FIG. 5B illustrates one method of generating synthesized speech via speech synthesis model M. In particular, model M may be used to generate synthesized speech from a target text. For example, text 515 may be any text (or speech described in a similar non-auditory format) that is desired to be converted into a voice signal. Text 515 may be parsed to segment the text into component phonemes (or other desired segments or sound fragments), either independently or by model M. The component phonemes are then processed by model M, which generates feature tracts that describe the component sounds identified in the text, to mimic a speaker reciting text 515. For example, model M may generate a description of the voice signal X=(Ψ₀′, Ψ₁′, Ψ₂′, . . . Ψ_k′), where the various Ψ's are feature tracts determined by model M that describe the target voice signal. Description X may then be provided to voice synthesizer 532 to convert the description into a human intelligible voice signal, e.g., to produce synthesized voice signal 535.

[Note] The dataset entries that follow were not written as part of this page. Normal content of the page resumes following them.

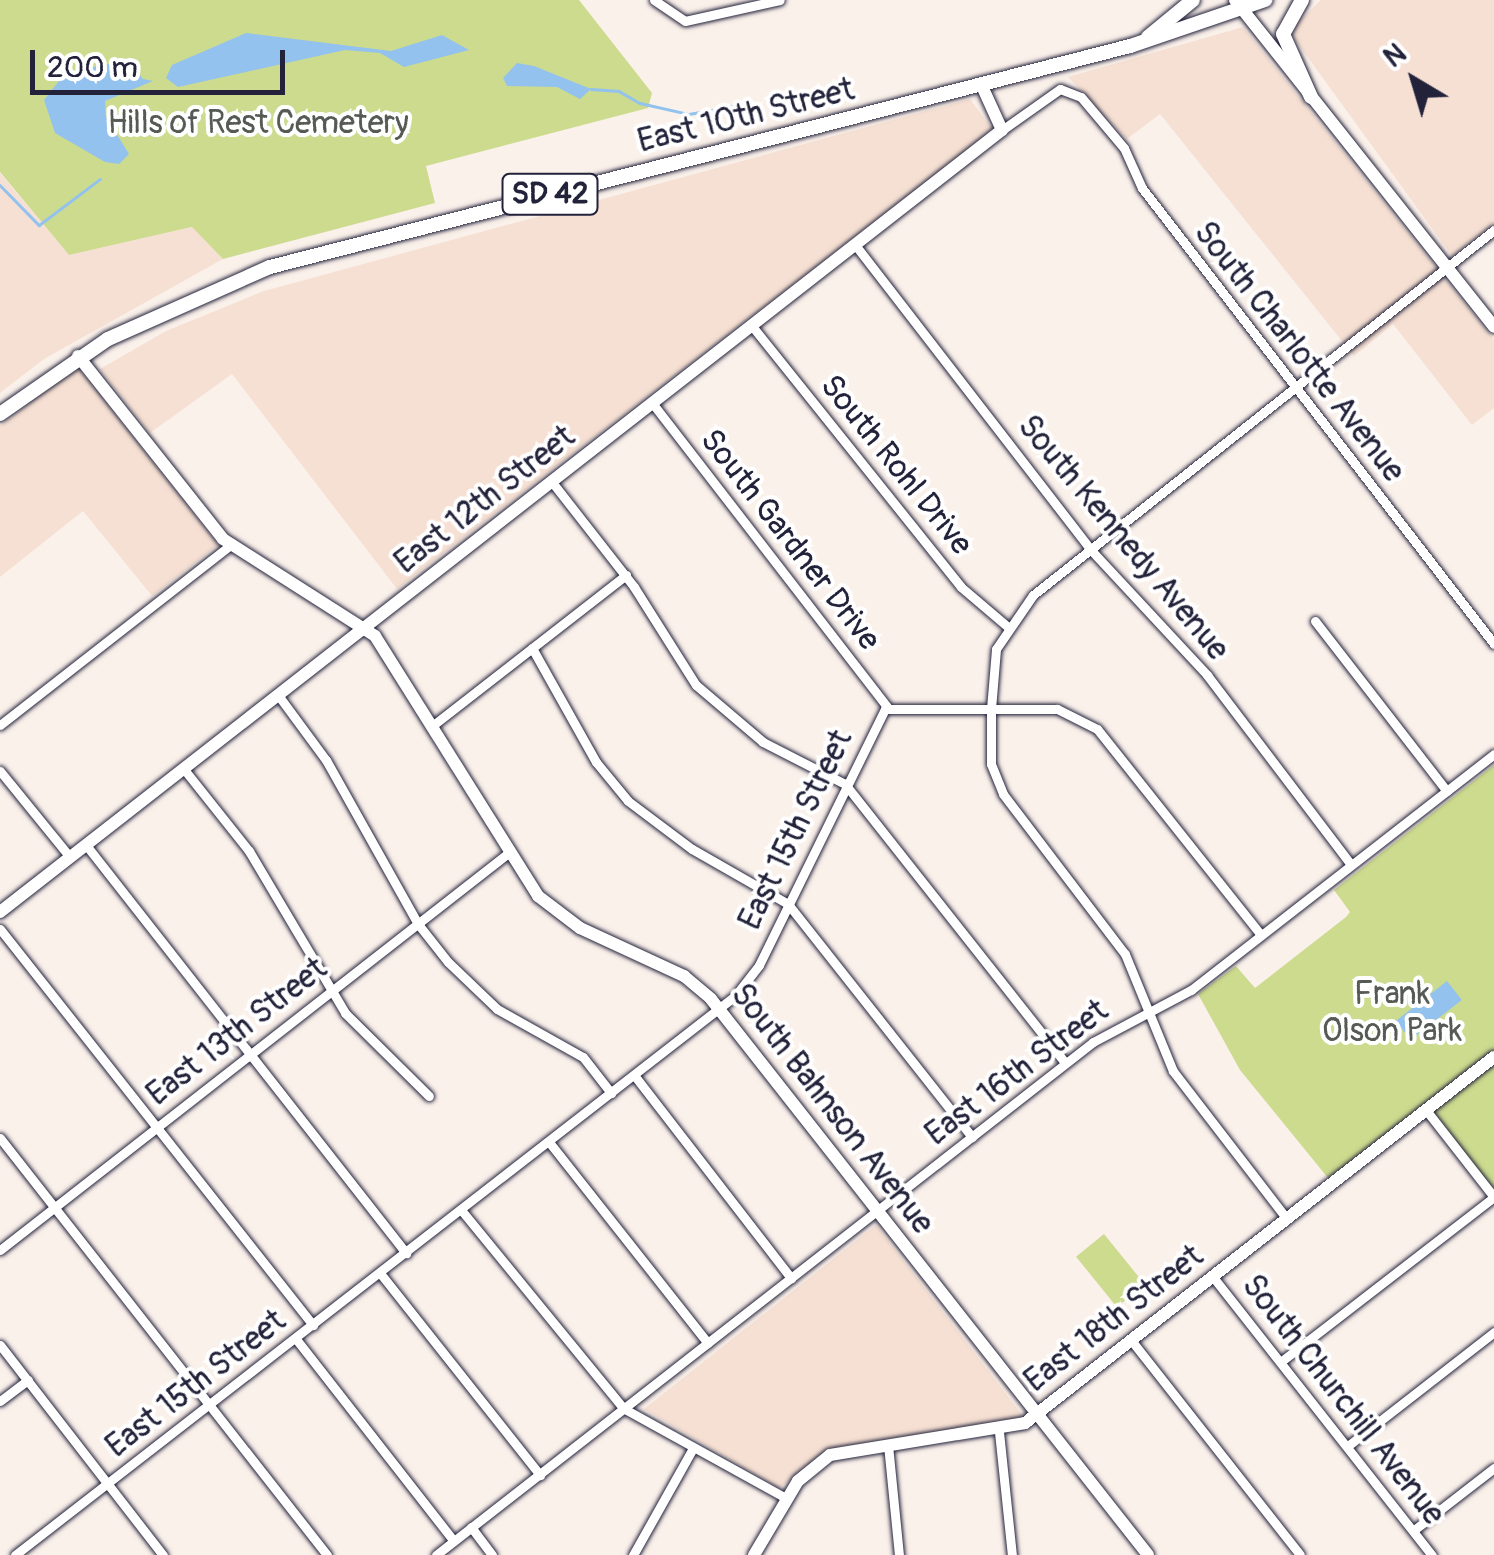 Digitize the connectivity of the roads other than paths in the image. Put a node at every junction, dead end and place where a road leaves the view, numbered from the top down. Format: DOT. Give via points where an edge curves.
graph roads {
  1 [pos="654,0"];
  2 [pos="780,0"];
  3 [pos="1194,0"];
  4 [pos="1266,0"];
  5 [pos="1302,0"];
  6 [pos="1239,5"];
  7 [pos="1136,44"];
  8 [pos="981,84"];
  9 [pos="1069,88"];
  10 [pos="1311,97"];
  11 [pos="1002,130"];
  12 [pos="1494,230"];
  13 [pos="856,246"];
  14 [pos="1446,269"];
  15 [pos="752,326"];
  16 [pos="1494,326"];
  17 [pos="78,356"];
  18 [pos="1296,391"];
  19 [pos="652,404"];
  20 [pos="0,414"];
  21 [pos="552,482"];
  22 [pos="230,545"];
  23 [pos="1091,550"];
  24 [pos="626,575"];
  25 [pos="1315,621"];
  26 [pos="365,627"];
  27 [pos="1008,627"];
  28 [pos="1494,644"];
  29 [pos="532,648"];
  30 [pos="278,696"];
  31 [pos="887,707"];
  32 [pos="991,709"];
  33 [pos="0,725"];
  34 [pos="432,726"];
  35 [pos="1494,754"];
  36 [pos="183,768"];
  37 [pos="0,771"];
  38 [pos="845,784"];
  39 [pos="1447,791"];
  40 [pos="86,845"];
  41 [pos="507,854"];
  42 [pos="70,858"];
  43 [pos="1351,865"];
  44 [pos="788,904"];
  45 [pos="0,912"];
  46 [pos="418,924"];
  47 [pos="0,930"];
  48 [pos="1261,935"];
  49 [pos="329,991"];
  50 [pos="718,1009"];
  51 [pos="1147,1011"];
  52 [pos="250,1054"];
  53 [pos="1494,1057"];
  54 [pos="1066,1064"];
  55 [pos="634,1074"];
  56 [pos="611,1093"];
  57 [pos="429,1096"];
  58 [pos="1426,1110"];
  59 [pos="157,1126"];
  60 [pos="972,1137"];
  61 [pos="0,1138"];
  62 [pos="549,1142"];
  63 [pos="1494,1197"];
  64 [pos="54,1207"];
  65 [pos="462,1210"];
  66 [pos="877,1211"];
  67 [pos="1287,1219"];
  68 [pos="0,1250"];
  69 [pos="406,1253"];
  70 [pos="380,1273"];
  71 [pos="1213,1276"];
  72 [pos="791,1278"];
  73 [pos="314,1325"];
  74 [pos="1494,1332"];
  75 [pos="296,1339"];
  76 [pos="1132,1340"];
  77 [pos="708,1343"];
  78 [pos="0,1344"];
  79 [pos="1283,1360"];
  80 [pos="28,1380"];
  81 [pos="0,1401"];
  82 [pos="211,1406"];
  83 [pos="623,1408"];
  84 [pos="1038,1414"];
  85 [pos="999,1432"];
  86 [pos="888,1445"];
  87 [pos="1349,1445"];
  88 [pos="693,1448"];
  89 [pos="1494,1468"];
  90 [pos="540,1475"];
  91 [pos="108,1484"];
  92 [pos="786,1498"];
  93 [pos="471,1528"];
  94 [pos="1414,1530"];
  95 [pos="454,1541"];
  96 [pos="15,1555"];
  97 [pos="163,1555"];
  98 [pos="326,1555"];
  99 [pos="436,1555"];
  100 [pos="492,1555"];
  101 [pos="633,1555"];
  102 [pos="754,1555"];
  103 [pos="899,1555"];
  104 [pos="1012,1555"];
  105 [pos="1148,1555"];
  106 [pos="1300,1555"];
  107 [pos="1432,1555"];
  1 -- 2 [label="street" via="684,21"];
  3 -- 7 [label="main road"];
  4 -- 6 [label="main road, SD 42"];
  5 -- 10 [label="main road" via="1283,34"];
  6 -- 7 [label="main road, East 10th Street / SD 42"];
  6 -- 10 [label="street"];
  7 -- 8 [label="main road, East 10th Street / SD 42"];
  8 -- 11 [label="street"];
  8 -- 17 [label="main road, East 10th Street / SD 42" via="270,267 165,310"];
  9 -- 11 [label="street, East 12th Street" via="1049,93"];
  9 -- 18 [label="street, South Charlotte Avenue" via="1124,148 1142,188"];
  10 -- 14 [label="street"];
  11 -- 13 [label="street, East 12th Street"];
  12 -- 14 [label="street"];
  13 -- 15 [label="street, East 12th Street"];
  13 -- 23 [label="street, South Kennedy Avenue"];
  14 -- 16 [label="street"];
  14 -- 18 [label="street"];
  15 -- 19 [label="street, East 12th Street"];
  15 -- 27 [label="street, South Rohl Drive" via="961,587"];
  17 -- 20 [label="main road, East 10th Street / SD 42"];
  17 -- 22 [label="street, South Bahnson Avenue"];
  18 -- 23 [label="street"];
  18 -- 28 [label="street, South Charlotte Avenue"];
  19 -- 21 [label="street, East 12th Street"];
  19 -- 31 [label="street, South Gardner Drive"];
  21 -- 24 [label="street"];
  21 -- 26 [label="street, East 12th Street"];
  22 -- 26 [label="street, South Bahnson Avenue"];
  22 -- 33 [label="street"];
  23 -- 27 [label="street" via="1033,595"];
  23 -- 43 [label="street, South Kennedy Avenue" via="1207,675"];
  24 -- 29 [label="street"];
  24 -- 38 [label="street" via="673,656 712,703 763,742"];
  25 -- 39 [label="street"];
  26 -- 30 [label="street, East 12th Street"];
  26 -- 34 [label="street, South Bahnson Avenue" via="397,665"];
  27 -- 32 [label="street" via="992,663"];
  29 -- 34 [label="street"];
  29 -- 44 [label="street" via="596,762 628,802 692,849"];
  30 -- 36 [label="street, East 12th Street"];
  30 -- 46 [label="street" via="326,760"];
  31 -- 32 [label="street, East 15th Street"];
  31 -- 38 [label="street, East 15th Street"];
  32 -- 48 [label="street" via="1056,709 1097,729"];
  32 -- 51 [label="street" via="990,752 1002,794 1125,954"];
  34 -- 41 [label="street, South Bahnson Avenue"];
  35 -- 39 [label="street, East 16th Street"];
  36 -- 40 [label="street, East 12th Street"];
  36 -- 49 [label="street" via="248,851"];
  37 -- 42 [label="street"];
  38 -- 44 [label="street, East 15th Street"];
  38 -- 54 [label="street"];
  39 -- 43 [label="street, East 16th Street"];
  40 -- 42 [label="street, East 12th Street"];
  40 -- 52 [label="street"];
  41 -- 46 [label="street, East 13th Street"];
  41 -- 50 [label="street, South Bahnson Avenue" via="538,896 568,921 684,976"];
  42 -- 45 [label="street, East 12th Street"];
  43 -- 48 [label="street, East 16th Street"];
  44 -- 50 [label="street, East 15th Street" via="748,980"];
  44 -- 60 [label="street"];
  46 -- 49 [label="street, East 13th Street"];
  46 -- 56 [label="street" via="497,1010 583,1056"];
  47 -- 59 [label="street"];
  48 -- 51 [label="street, East 16th Street" via="1191,990"];
  49 -- 52 [label="street, East 13th Street"];
  49 -- 57 [label="street" via="362,1034"];
  50 -- 55 [label="street, East 15th Street"];
  50 -- 66 [label="street, South Bahnson Avenue"];
  51 -- 54 [label="street, East 16th Street"];
  51 -- 67 [label="street" via="1173,1071"];
  52 -- 59 [label="street, East 13th Street"];
  52 -- 69 [label="street"];
  53 -- 58 [label="street, East 18th Street"];
  54 -- 60 [label="street, East 16th Street"];
  55 -- 56 [label="street, East 15th Street"];
  55 -- 72 [label="street"];
  56 -- 62 [label="street, East 15th Street"];
  58 -- 63 [label="street"];
  58 -- 67 [label="street, East 18th Street"];
  59 -- 64 [label="street, East 13th Street"];
  59 -- 73 [label="street"];
  60 -- 66 [label="street, East 16th Street"];
  61 -- 64 [label="street"];
  62 -- 65 [label="street, East 15th Street"];
  62 -- 77 [label="street"];
  63 -- 79 [label="street"];
  64 -- 68 [label="street, East 13th Street"];
  64 -- 82 [label="street"];
  65 -- 69 [label="street, East 15th Street"];
  65 -- 83 [label="street"];
  66 -- 72 [label="street, East 16th Street"];
  66 -- 84 [label="street, South Bahnson Avenue"];
  67 -- 71 [label="street, East 18th Street"];
  69 -- 70 [label="street, East 15th Street"];
  70 -- 73 [label="street, East 15th Street"];
  70 -- 90 [label="street"];
  71 -- 76 [label="street, East 18th Street"];
  71 -- 79 [label="street, South Churchill Avenue"];
  72 -- 77 [label="street, East 16th Street"];
  73 -- 75 [label="street, East 15th Street"];
  74 -- 87 [label="street"];
  75 -- 82 [label="street, East 15th Street"];
  75 -- 95 [label="street"];
  76 -- 84 [label="street, East 18th Street"];
  76 -- 106 [label="street"];
  77 -- 83 [label="street, East 16th Street"];
  78 -- 80 [label="street"];
  79 -- 87 [label="street, South Churchill Avenue"];
  80 -- 81 [label="street"];
  80 -- 91 [label="street"];
  82 -- 91 [label="street, East 15th Street"];
  82 -- 98 [label="street"];
  83 -- 88 [label="street"];
  83 -- 90 [label="street, East 16th Street"];
  84 -- 85 [label="street, East 18th Street"];
  84 -- 105 [label="street, South Bahnson Avenue"];
  85 -- 86 [label="street, East 18th Street"];
  85 -- 104 [label="street"];
  86 -- 92 [label="street, East 18th Street" via="830,1455"];
  86 -- 103 [label="street"];
  87 -- 94 [label="street, South Churchill Avenue"];
  88 -- 92 [label="street"];
  88 -- 101 [label="street"];
  89 -- 94 [label="street"];
  90 -- 93 [label="street, East 16th Street"];
  91 -- 96 [label="street, East 15th Street"];
  91 -- 97 [label="street"];
  92 -- 102 [label="street, East 18th Street"];
  93 -- 95 [label="street, East 16th Street"];
  93 -- 100 [label="street"];
  94 -- 107 [label="street, South Churchill Avenue"];
  95 -- 99 [label="street, East 16th Street"];
}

As discussed above, by utilizing a formant based description (and perhaps other selected features), a speech synthesis model can be generated that uses a relatively compact language to describe speech. Accordingly, speech synthesis models so derived may be employed in various applications where resources may be generally scarce, such as on a cellular phone. Applicant has appreciated that numerous applications may benefit from such models generated using methods in accordance with the present invention, where compact description and relatively high fidelity (e.g., natural sounding and/or intelligible speech) speech synthesis is desired.
FIG. 6A illustrates a cellular phone 600 having stored thereon a model M capable of synthesizing speech from a number of sources, including text, the model generated according to any of the methods illustrated in the various embodiments described herein. FIG. 6B illustrates an application wherein the model M is employed to facilitate voice activated dialing. Conventional mobile phone interfaces require a user to scroll through a list of numbers, perhaps indexed by name, stored in a directory on the phone to dial a desired number, or requires that the user punch in the number directly on the keypad. A more desirable interface may be to have the user speak the name of the person that he/she would like to contact, and have the phone automatically dial the number.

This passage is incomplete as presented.